In the entries below, how many lines include "road"? Reply with the number and nothing more.

*** RECORDS PROVIDED ***

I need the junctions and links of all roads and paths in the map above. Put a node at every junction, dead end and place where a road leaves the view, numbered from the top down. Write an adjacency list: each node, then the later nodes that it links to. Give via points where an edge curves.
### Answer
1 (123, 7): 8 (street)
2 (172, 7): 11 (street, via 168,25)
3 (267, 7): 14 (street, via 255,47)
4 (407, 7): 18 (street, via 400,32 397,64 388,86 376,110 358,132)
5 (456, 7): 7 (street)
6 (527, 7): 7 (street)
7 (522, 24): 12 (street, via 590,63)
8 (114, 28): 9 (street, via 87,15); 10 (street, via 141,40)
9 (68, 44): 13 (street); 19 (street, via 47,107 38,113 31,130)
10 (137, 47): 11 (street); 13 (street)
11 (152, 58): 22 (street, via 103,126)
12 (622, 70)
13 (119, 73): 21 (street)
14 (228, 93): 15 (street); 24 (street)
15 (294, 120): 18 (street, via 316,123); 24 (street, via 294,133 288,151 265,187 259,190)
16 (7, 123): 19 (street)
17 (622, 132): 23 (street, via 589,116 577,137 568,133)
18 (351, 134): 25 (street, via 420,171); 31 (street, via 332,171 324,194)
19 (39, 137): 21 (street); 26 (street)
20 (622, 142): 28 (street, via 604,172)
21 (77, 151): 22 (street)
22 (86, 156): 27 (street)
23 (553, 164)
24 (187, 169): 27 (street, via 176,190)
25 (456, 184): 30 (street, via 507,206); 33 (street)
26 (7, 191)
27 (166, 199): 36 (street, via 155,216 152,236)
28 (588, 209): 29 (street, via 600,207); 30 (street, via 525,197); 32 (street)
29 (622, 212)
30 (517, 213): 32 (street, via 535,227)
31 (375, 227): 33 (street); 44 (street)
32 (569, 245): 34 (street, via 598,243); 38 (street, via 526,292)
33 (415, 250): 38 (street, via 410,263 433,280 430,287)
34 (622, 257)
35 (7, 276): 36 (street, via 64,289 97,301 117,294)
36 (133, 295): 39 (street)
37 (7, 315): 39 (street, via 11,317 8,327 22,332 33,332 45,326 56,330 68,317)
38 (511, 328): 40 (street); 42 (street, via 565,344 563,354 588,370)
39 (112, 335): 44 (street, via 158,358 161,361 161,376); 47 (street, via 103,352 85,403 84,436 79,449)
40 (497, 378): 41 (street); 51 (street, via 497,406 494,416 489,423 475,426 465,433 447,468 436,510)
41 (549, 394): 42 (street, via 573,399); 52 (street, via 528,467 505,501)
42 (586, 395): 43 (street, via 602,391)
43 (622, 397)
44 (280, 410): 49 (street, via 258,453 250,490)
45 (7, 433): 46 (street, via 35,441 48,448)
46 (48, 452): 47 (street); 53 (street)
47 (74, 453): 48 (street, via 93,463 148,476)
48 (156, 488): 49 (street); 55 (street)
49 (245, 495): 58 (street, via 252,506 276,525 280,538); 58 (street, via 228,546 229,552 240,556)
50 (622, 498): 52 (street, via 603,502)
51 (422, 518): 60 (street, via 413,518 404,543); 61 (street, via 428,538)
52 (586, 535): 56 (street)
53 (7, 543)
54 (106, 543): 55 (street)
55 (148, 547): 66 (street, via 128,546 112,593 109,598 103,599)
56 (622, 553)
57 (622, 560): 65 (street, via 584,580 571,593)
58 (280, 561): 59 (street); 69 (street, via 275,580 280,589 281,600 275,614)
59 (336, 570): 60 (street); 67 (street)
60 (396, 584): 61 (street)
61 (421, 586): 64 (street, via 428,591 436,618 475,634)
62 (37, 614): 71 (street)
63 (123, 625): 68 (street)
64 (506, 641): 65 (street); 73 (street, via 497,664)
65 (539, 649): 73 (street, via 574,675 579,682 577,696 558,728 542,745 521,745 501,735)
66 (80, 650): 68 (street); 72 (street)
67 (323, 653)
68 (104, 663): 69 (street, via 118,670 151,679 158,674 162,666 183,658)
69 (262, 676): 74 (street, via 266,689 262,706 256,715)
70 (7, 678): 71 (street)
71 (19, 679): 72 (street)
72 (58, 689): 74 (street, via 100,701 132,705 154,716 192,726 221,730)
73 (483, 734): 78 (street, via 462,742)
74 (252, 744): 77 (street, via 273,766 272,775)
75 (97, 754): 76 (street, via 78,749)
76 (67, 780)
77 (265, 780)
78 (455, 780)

*** End of RECORDS PROVIDED ***
*** RECORDS PROVIDED ***

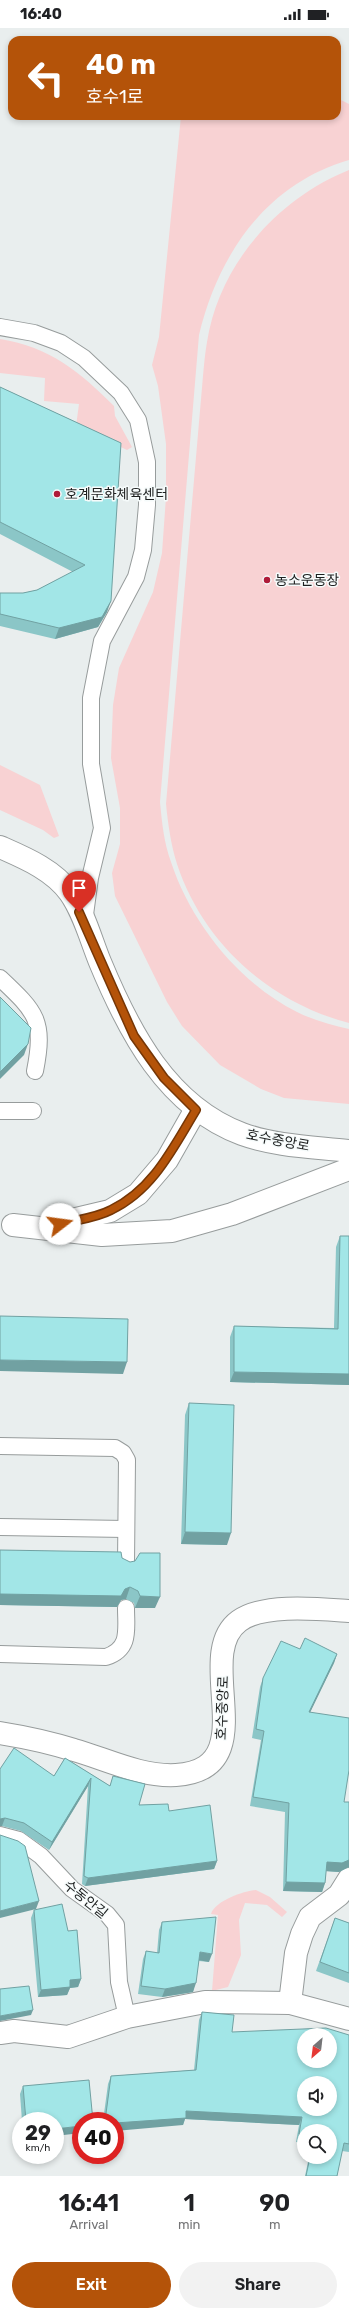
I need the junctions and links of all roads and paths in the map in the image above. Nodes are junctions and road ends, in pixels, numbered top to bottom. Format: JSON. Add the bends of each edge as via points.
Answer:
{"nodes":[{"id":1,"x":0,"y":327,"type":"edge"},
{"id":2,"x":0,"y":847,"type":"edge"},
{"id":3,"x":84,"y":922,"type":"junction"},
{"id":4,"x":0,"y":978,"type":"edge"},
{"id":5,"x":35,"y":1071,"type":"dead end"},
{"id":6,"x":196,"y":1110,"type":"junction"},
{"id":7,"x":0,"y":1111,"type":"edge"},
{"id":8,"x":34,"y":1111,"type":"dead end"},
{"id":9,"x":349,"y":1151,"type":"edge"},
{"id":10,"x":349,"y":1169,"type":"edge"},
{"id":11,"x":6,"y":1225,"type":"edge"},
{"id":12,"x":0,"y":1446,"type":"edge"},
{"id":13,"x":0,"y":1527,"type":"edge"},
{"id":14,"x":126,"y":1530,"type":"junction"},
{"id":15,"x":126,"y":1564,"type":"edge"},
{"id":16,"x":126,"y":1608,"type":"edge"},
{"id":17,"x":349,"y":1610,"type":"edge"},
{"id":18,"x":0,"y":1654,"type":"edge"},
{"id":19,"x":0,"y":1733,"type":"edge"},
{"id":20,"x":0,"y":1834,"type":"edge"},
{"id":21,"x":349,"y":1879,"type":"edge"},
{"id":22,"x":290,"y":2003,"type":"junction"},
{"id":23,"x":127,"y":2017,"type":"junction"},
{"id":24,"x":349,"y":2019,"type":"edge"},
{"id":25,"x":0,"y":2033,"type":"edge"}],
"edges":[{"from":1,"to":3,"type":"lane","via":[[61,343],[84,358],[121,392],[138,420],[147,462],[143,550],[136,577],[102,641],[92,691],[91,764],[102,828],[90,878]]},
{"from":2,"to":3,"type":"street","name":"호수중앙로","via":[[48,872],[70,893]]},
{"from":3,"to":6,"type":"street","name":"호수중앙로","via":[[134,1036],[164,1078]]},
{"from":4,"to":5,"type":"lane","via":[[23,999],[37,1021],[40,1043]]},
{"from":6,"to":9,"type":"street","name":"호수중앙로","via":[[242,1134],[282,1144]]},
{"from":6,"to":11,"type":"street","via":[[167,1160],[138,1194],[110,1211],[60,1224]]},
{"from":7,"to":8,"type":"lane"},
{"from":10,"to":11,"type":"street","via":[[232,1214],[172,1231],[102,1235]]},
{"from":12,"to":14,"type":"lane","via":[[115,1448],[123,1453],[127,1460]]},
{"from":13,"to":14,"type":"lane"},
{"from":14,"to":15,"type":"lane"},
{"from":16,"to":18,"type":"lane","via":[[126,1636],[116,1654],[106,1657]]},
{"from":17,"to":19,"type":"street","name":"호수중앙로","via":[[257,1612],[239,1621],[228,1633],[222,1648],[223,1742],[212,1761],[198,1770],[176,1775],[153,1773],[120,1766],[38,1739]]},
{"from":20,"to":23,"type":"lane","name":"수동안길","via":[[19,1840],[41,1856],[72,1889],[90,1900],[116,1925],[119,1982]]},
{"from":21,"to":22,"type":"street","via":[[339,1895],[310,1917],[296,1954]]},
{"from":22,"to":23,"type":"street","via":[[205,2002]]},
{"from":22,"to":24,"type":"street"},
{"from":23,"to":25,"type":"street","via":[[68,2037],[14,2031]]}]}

*** End of RECORDS PROVIDED ***

> _ANSWER TO THIS PROBLEM_
2